Van de Loo's normal practice was to ask parents to leave the room while he performed physical examinations on minor male patients. He did not have others present either. When the parents of one minor patient questioned a nurse as to whether this practice was normal, the nurse responded it was how Van de Loo did things. Although the Clinic was Van de Loo's employer and, by 2008, knew or should have known that Van de Loo performed medical exams involving inappropriate touching of minors, it never told any of its patients that Van de Loo was unsafe, nor that Van de Loo had performed an inappropriate physical examination on a minor patient.
Plaintiff did not realize until October of 2012 that the medical examinations he received from Van de Loo did not comport with the standard of care. Now armed with this knowledge, he has suffered profound psychological damage, including depression, anxiety, embarrassment, emotional distress, self-esteem issues and loss of enjoyment of life.
PRELIMINARY MATTERS
I. Judicial Notice
The Clinic has filed a motion asking the court to take judicial notice of various state criminal and civil court proceedings involving Van de Loo. (Dkt. # 26.) Plaintiff has not opposed that motion, but his lack of opposition appears to be based on a fundamental misunderstanding of the law. Specifically, plaintiff argues that by asking the court to take judicial notice of matters outside the pleadings, the Clinic has “implicitly” requested that the court convert its Rule 12(b)(6) motion into a motion for summary judgment. (See Br. Opp'n (dkt. # 36) 1.) On the strength of that “implicit” request, plaintiff asks the court to notice additional facts and convert the parties' motions to dismiss to one for summary judgment.

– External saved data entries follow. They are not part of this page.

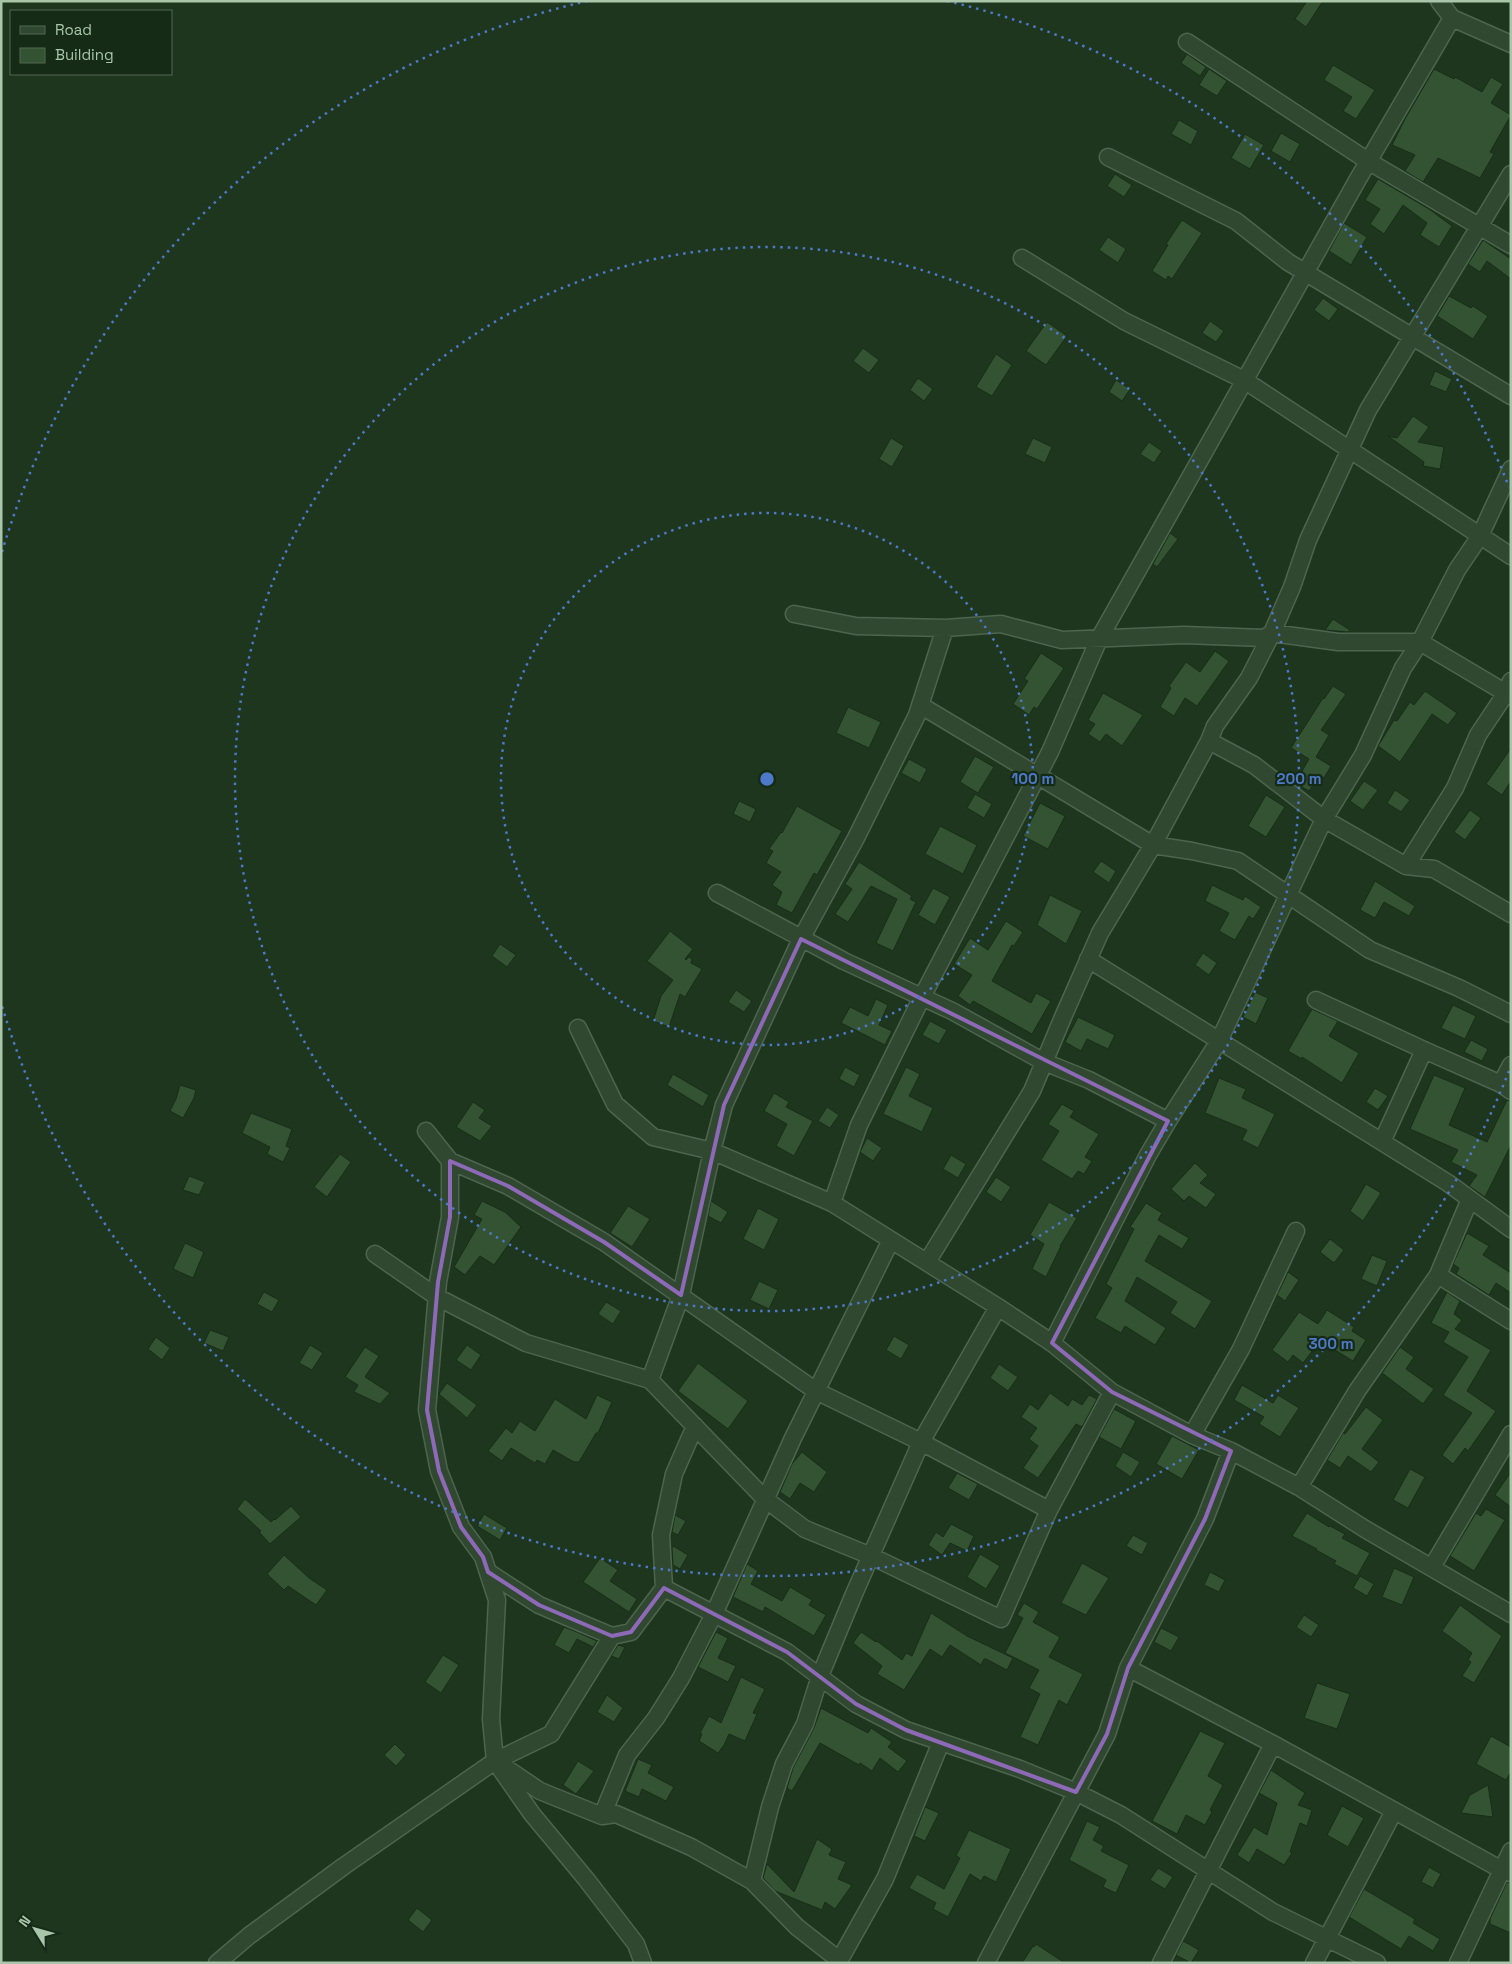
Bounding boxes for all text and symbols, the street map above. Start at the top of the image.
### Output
legend [10,10,172,75]
text: Road [55,20,92,39]
text: Building [55,45,114,64]
text: 100 m [1012,769,1054,788]
text: 200 m [1277,769,1321,788]
centre of rings [758,770,776,788]
text: 300 m [1308,1334,1354,1353]
north arrow [10,1904,60,1954]
text: N [15,1912,35,1930]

Van de Loo's own motion to dismiss also makes such a request, asking the court to take judicial notice of a particular hearing in one of those civil cases, which was dismissed on statute of limitations grounds similar to those that Van de Loo advances here. (See Br. Supp. Mot. Dismiss (dkt. # 33) 8–9.) The above analysis applies with equal force to that request.
In light of plaintiff's position, the Clinic has also moved for leave to file a reply (dkt. # 37), but because the court has rejected plaintiff's argument without the benefit of additional briefing, that motion is denied as moot.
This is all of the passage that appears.